▶ **Exercise objective**:
Locate the string "order" in the records below. Copy every line where it occurs.

Items listed in a dataset:
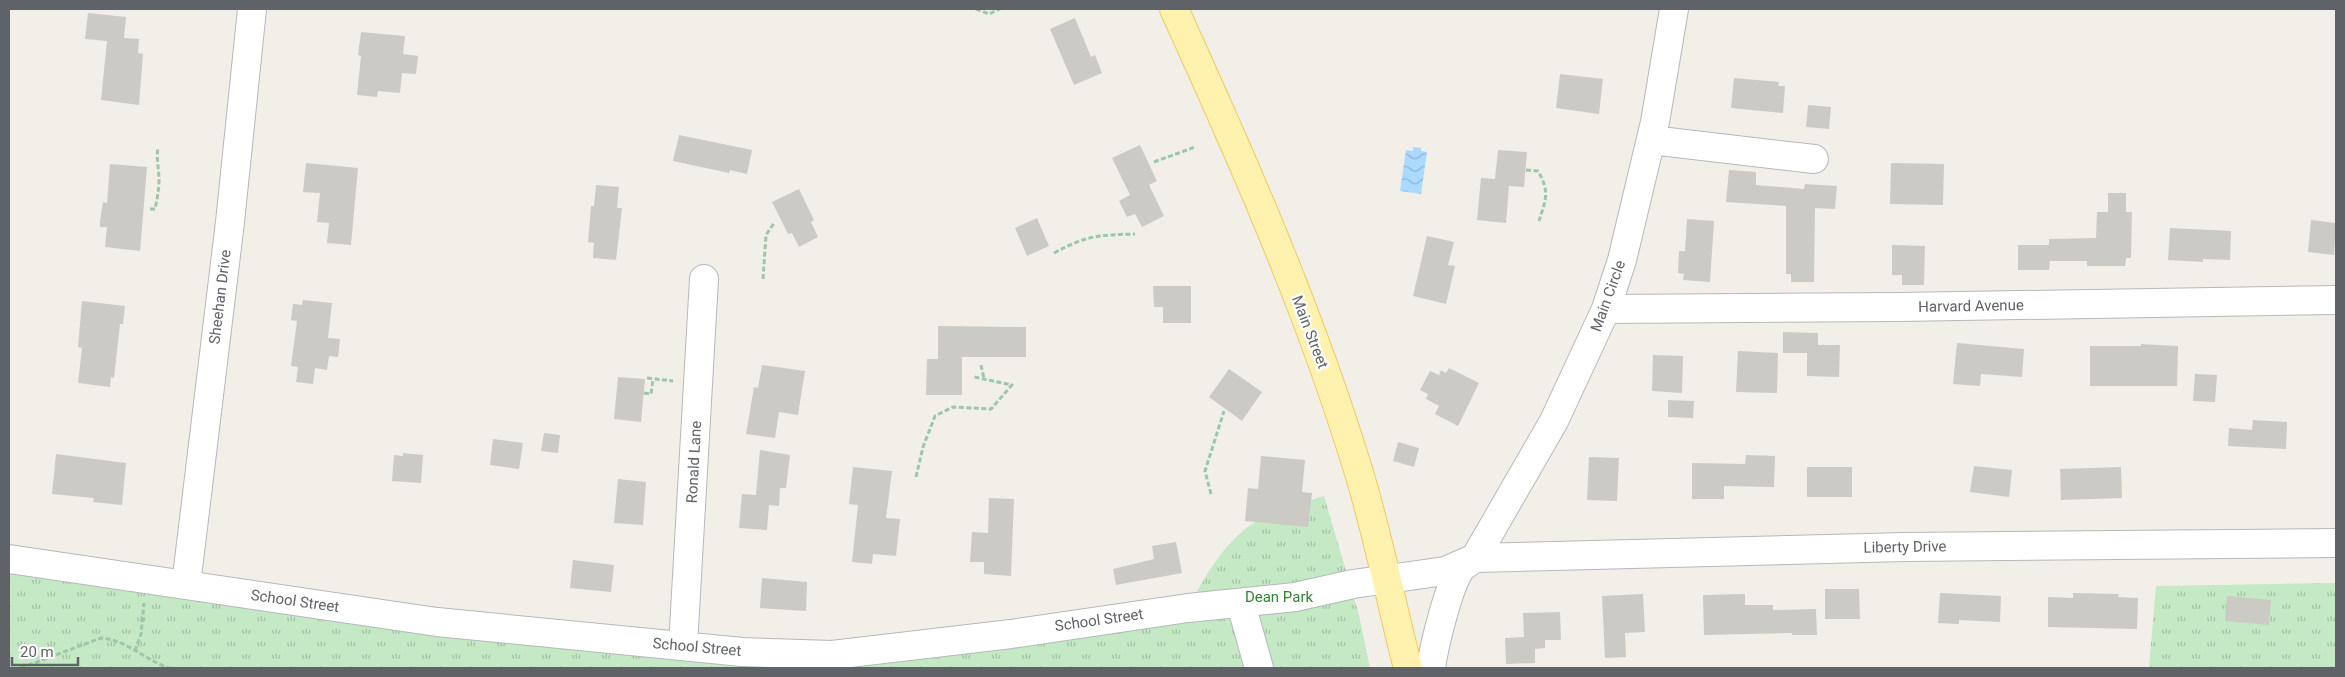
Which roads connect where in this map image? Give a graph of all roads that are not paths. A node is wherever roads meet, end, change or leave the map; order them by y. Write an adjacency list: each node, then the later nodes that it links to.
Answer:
1 (252, 9): 13 (street, Sheehan Drive)
2 (1174, 9): 12 (main road, Main Street)
3 (1674, 9): 4 (street, Main Circle)
4 (1651, 140): 5 (street); 8 (street, Main Circle)
5 (1814, 159)
6 (704, 279): 15 (street, Ronald Lane)
7 (2336, 300): 8 (street, Harvard Avenue)
8 (1606, 309): 10 (street, Main Circle)
9 (2336, 542): 10 (street, Liberty Drive)
10 (1475, 558): 12 (street); 18 (street, Main Circle)
11 (9, 559): 13 (street, School Street)
12 (1385, 579): 14 (street, School Street); 17 (main road, Main Street)
13 (186, 585): 15 (street, School Street)
14 (1241, 604): 15 (street, School Street); 16 (street)
15 (683, 646)
16 (1258, 668)
17 (1408, 668)
18 (1431, 668)

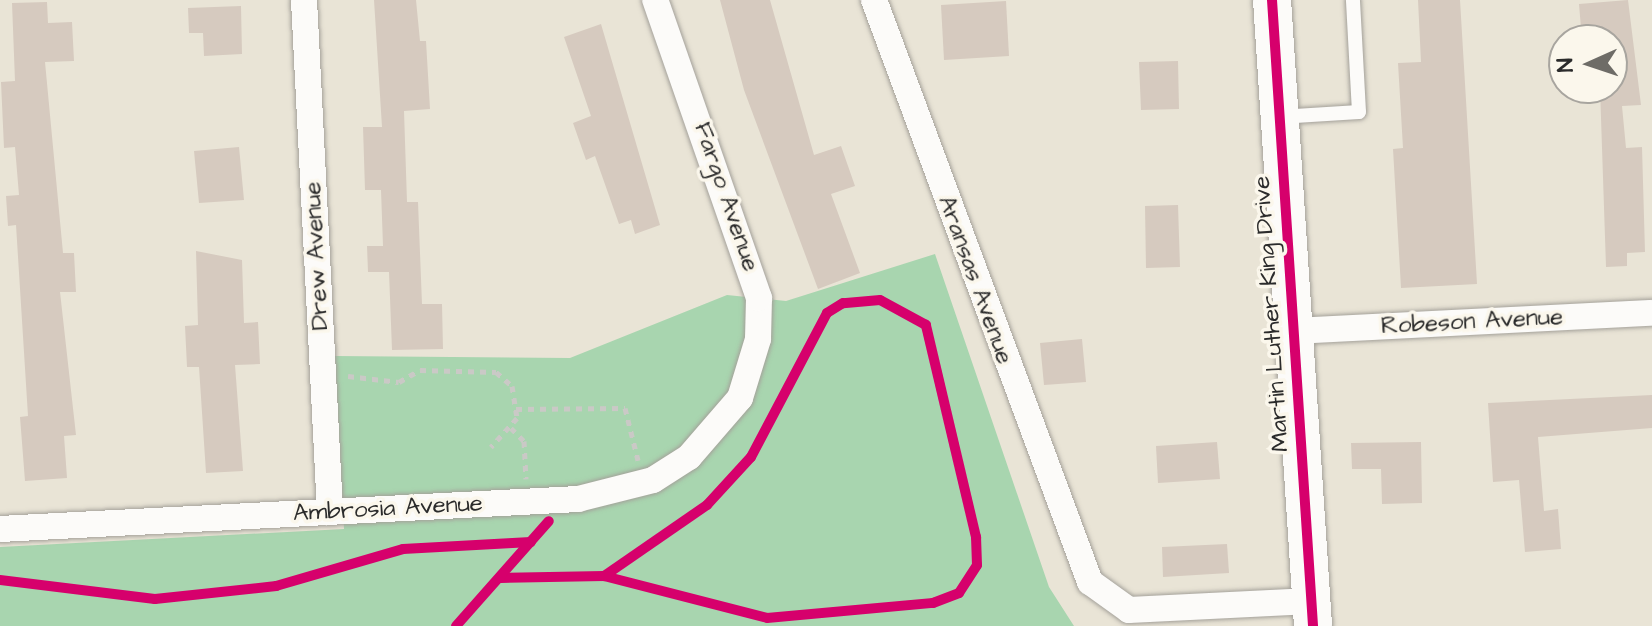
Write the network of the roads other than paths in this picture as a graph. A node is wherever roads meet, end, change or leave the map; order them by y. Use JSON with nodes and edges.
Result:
{"nodes":[{"id":1,"x":304,"y":0,"type":"edge"},
{"id":2,"x":655,"y":0,"type":"edge"},
{"id":3,"x":874,"y":0,"type":"edge"},
{"id":4,"x":1272,"y":0,"type":"edge"},
{"id":5,"x":1353,"y":0,"type":"edge"},
{"id":6,"x":1279,"y":117,"type":"junction"},
{"id":7,"x":1652,"y":313,"type":"edge"},
{"id":8,"x":1292,"y":331,"type":"junction"},
{"id":9,"x":740,"y":398,"type":"joint"},
{"id":10,"x":330,"y":512,"type":"junction"},
{"id":11,"x":0,"y":529,"type":"edge"},
{"id":12,"x":1312,"y":613,"type":"edge"}],
"edges":[{"from":1,"to":10,"type":"street","name":"Drew Avenue"},
{"from":2,"to":9,"type":"street","name":"Fargo Avenue"},
{"from":3,"to":12,"type":"street","name":"Aransas Avenue"},
{"from":4,"to":6,"type":"main road","name":"Martin Luther King Drive"},
{"from":5,"to":6,"type":"lane"},
{"from":6,"to":8,"type":"main road","name":"Martin Luther King Drive"},
{"from":7,"to":8,"type":"street","name":"Robeson Avenue"},
{"from":8,"to":12,"type":"main road","name":"Martin Luther King Drive"},
{"from":9,"to":10,"type":"street","name":"Ambrosia Avenue"},
{"from":10,"to":11,"type":"street","name":"Ambrosia Avenue"}]}
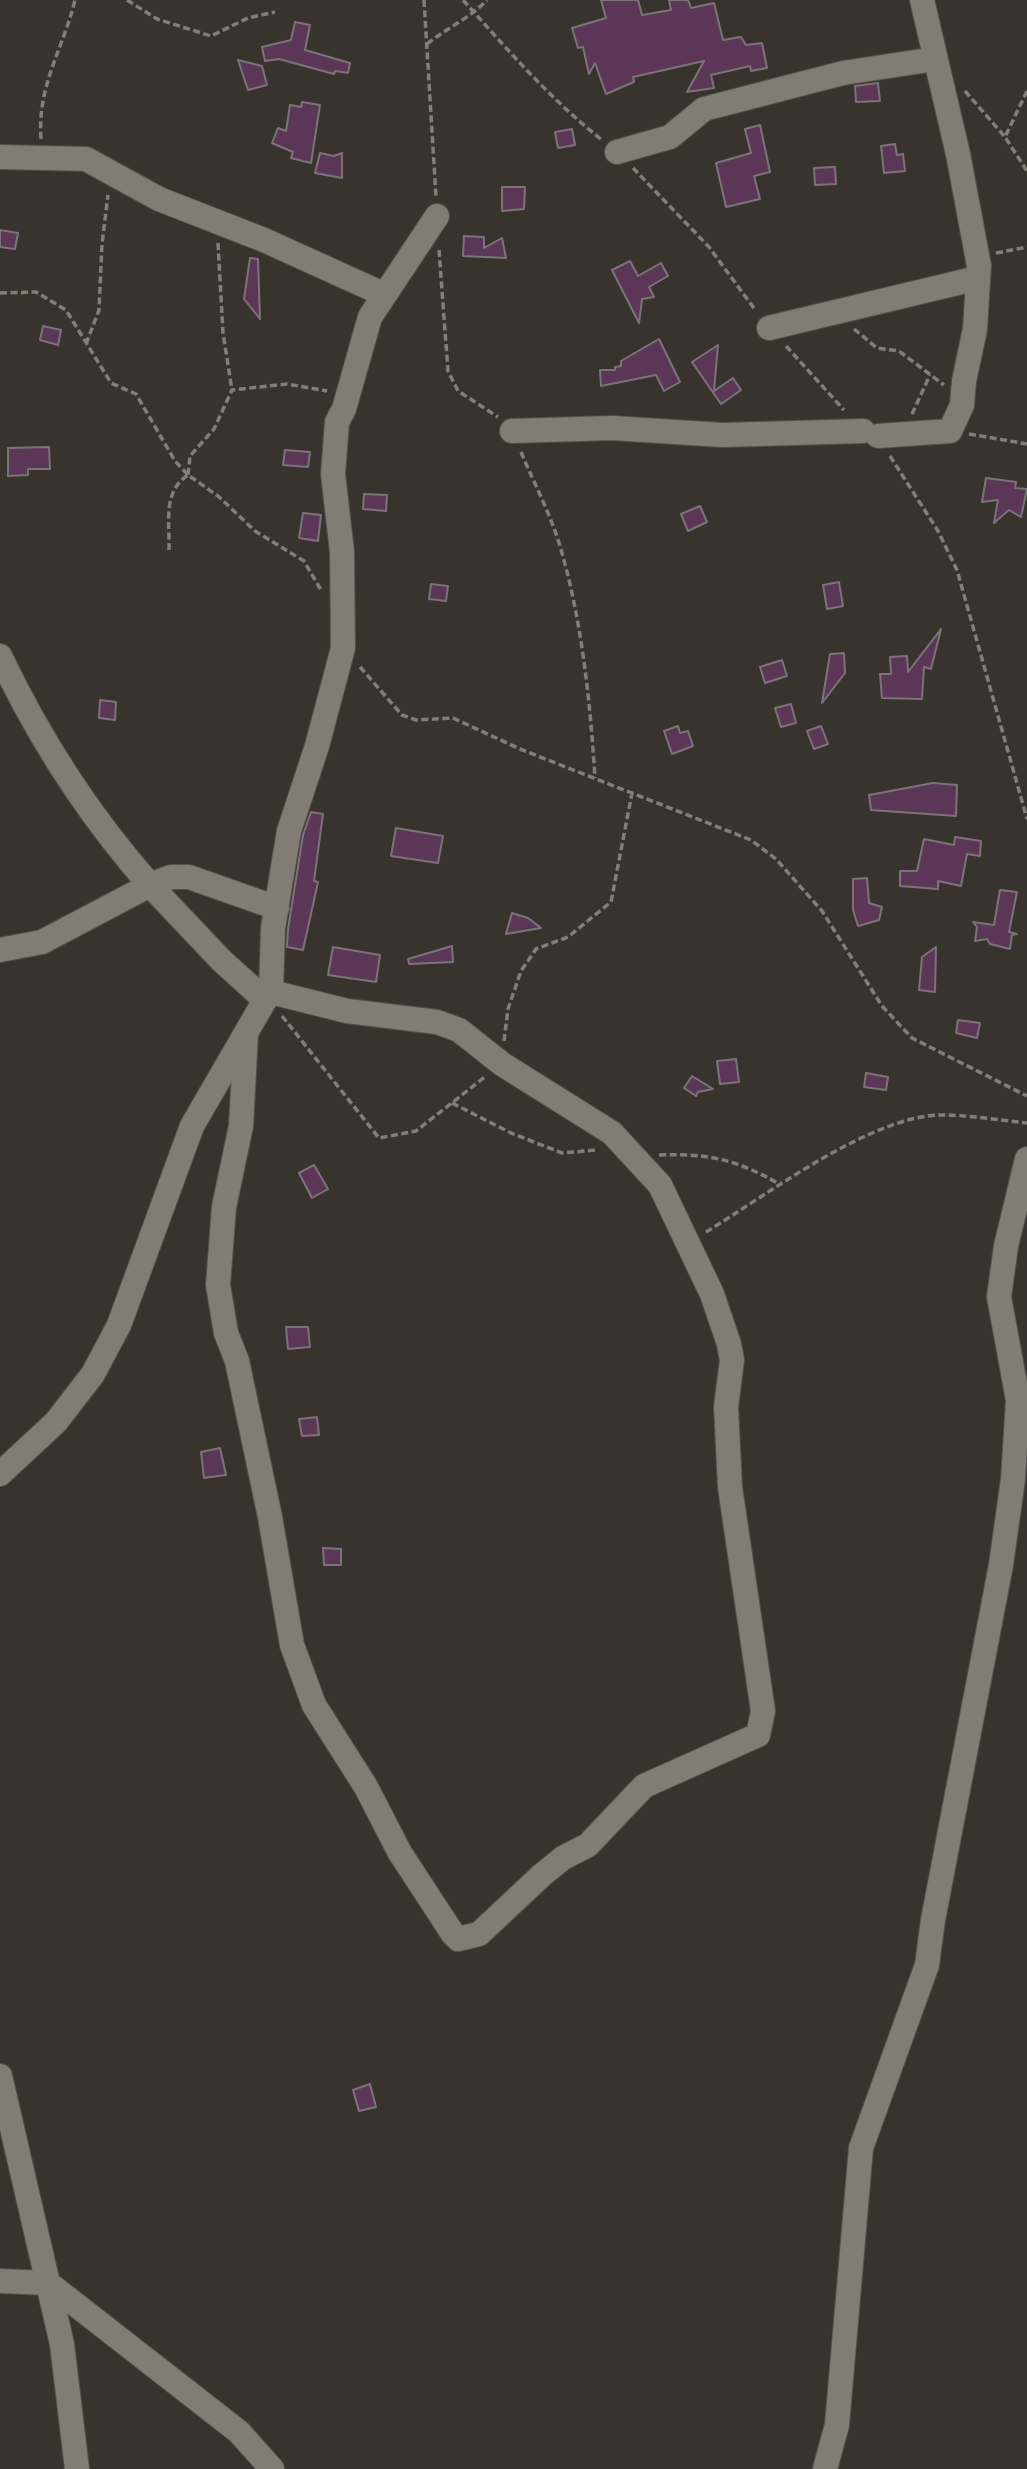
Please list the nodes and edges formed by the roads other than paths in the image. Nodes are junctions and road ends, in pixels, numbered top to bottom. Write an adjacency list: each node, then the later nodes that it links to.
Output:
1 (922, 0): 2 (street)
2 (935, 59): 3 (street); 6 (street)
3 (617, 152)
4 (0, 158): 7 (street)
5 (437, 216): 7 (street)
6 (977, 268): 8 (street); 9 (street)
7 (383, 294): 12 (street)
8 (769, 328)
9 (512, 431)
10 (0, 656): 11 (street)
11 (150, 885): 12 (street); 13 (street); 14 (street)
12 (277, 908): 14 (street)
13 (0, 950)
14 (268, 996): 15 (street); 15 (street)
15 (246, 1034): 17 (street)
16 (1027, 1160): 23 (street)
17 (0, 1474)
18 (0, 2076): 20 (street)
19 (0, 2281): 20 (street)
20 (48, 2283): 21 (street); 22 (street)
21 (77, 2469)
22 (272, 2469)
23 (825, 2469)

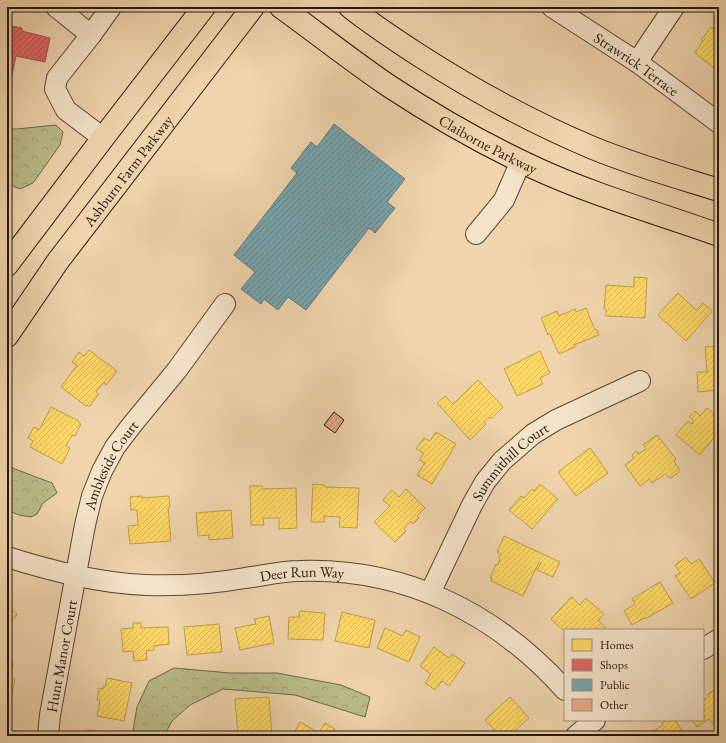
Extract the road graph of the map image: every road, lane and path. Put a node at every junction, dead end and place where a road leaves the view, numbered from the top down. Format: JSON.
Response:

▶ **Reply**:
Which roads connect where in this map image? Give a graph of all roads that are not paths. A node is wherever roads meet, end, change or leave the map; order them by y. Write an adjacency list: each node, then the later nodes that it links to.
Write the network of the roads other than paths in this picture as a graph. A node is wherever roads meet, end, change or leave the map; order them by y. Use JSON with nodes and edges.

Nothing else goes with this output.